▶ _What you have to do_
Leaving the images aside, transcribe all the data below exactly.

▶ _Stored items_
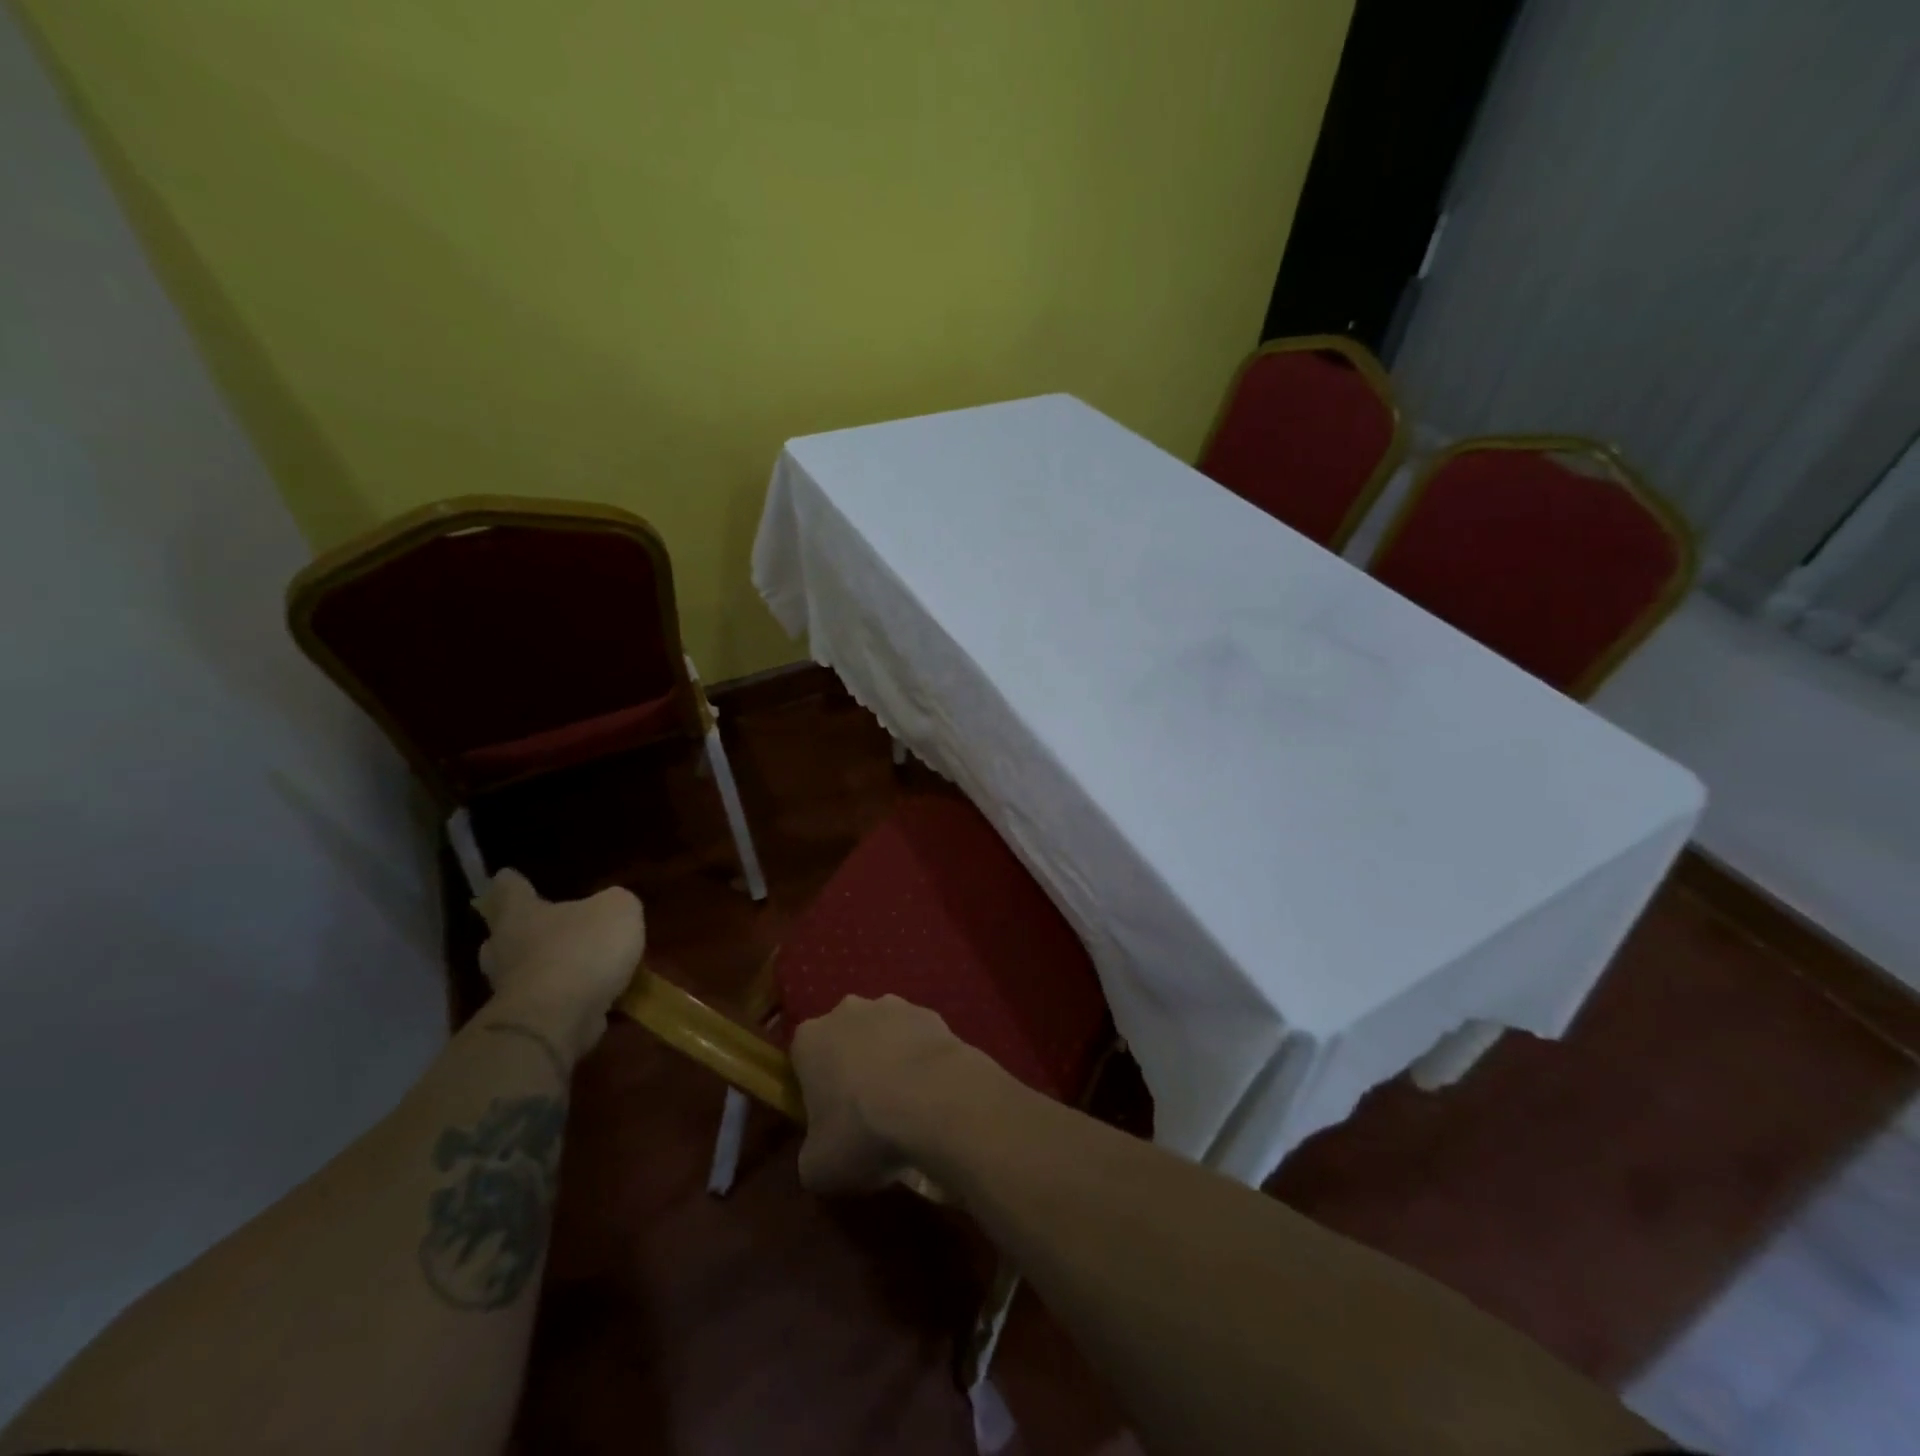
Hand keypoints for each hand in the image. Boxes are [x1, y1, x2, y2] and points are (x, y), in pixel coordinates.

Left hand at [474, 869, 645, 1060]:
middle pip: (502, 934)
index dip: (511, 881)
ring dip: (540, 967)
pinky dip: (560, 996)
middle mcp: (505, 949)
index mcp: (520, 914)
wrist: (557, 1021)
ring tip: (571, 964)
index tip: (507, 875)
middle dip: (518, 929)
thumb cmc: (582, 950)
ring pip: (519, 970)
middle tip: (539, 924)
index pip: (509, 889)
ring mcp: (509, 989)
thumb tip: (610, 907)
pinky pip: (543, 1001)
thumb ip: (615, 903)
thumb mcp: (618, 910)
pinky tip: (585, 995)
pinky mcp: (523, 1022)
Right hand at [789, 994, 986, 1193]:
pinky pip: (918, 1038)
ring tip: (906, 1105)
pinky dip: (921, 1060)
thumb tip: (822, 1153)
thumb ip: (811, 1154)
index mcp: (809, 1039)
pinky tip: (932, 1093)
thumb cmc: (862, 1130)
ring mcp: (892, 1005)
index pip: (802, 1060)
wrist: (932, 1100)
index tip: (828, 1120)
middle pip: (844, 1040)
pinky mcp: (929, 1013)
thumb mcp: (817, 1167)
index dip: (814, 1090)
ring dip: (889, 1059)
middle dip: (852, 1068)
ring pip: (883, 1034)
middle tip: (867, 1113)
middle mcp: (847, 1011)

▶ _Finished task_
Hand keypoints for each hand in the image. Boxes are [x1, y1, x2, y2] and points are (x, y), in pixel coordinates.

Left hand at [474, 869, 645, 1060]:
middle pip: (502, 934)
index dip: (511, 881)
ring dip: (540, 967)
pinky dip: (560, 996)
middle mcp: (505, 949)
index mcp: (520, 914)
wrist: (557, 1021)
ring tip: (571, 964)
index tip: (507, 875)
middle dip: (518, 929)
thumb cmc: (582, 950)
ring pip: (519, 970)
middle tip: (539, 924)
index pip: (509, 889)
ring mcp: (509, 989)
thumb tip: (610, 907)
pinky pip: (543, 1001)
thumb ip: (615, 903)
thumb mcp: (618, 910)
pinky tip: (585, 995)
pinky mcp: (523, 1022)
Right hand at [789, 994, 986, 1193]:
pinky pip: (918, 1038)
ring tip: (906, 1105)
pinky dip: (921, 1060)
thumb tip: (822, 1153)
thumb ip: (811, 1154)
index mcp: (809, 1039)
pinky tip: (932, 1093)
thumb cmc: (862, 1130)
ring mcp: (892, 1005)
index pip: (802, 1060)
wrist: (932, 1100)
index tip: (828, 1120)
middle pip: (844, 1040)
pinky mcp: (929, 1013)
thumb mcp: (817, 1167)
index dip: (814, 1090)
ring dip: (889, 1059)
middle dip: (852, 1068)
ring pip: (883, 1034)
middle tip: (867, 1113)
middle mcp: (847, 1011)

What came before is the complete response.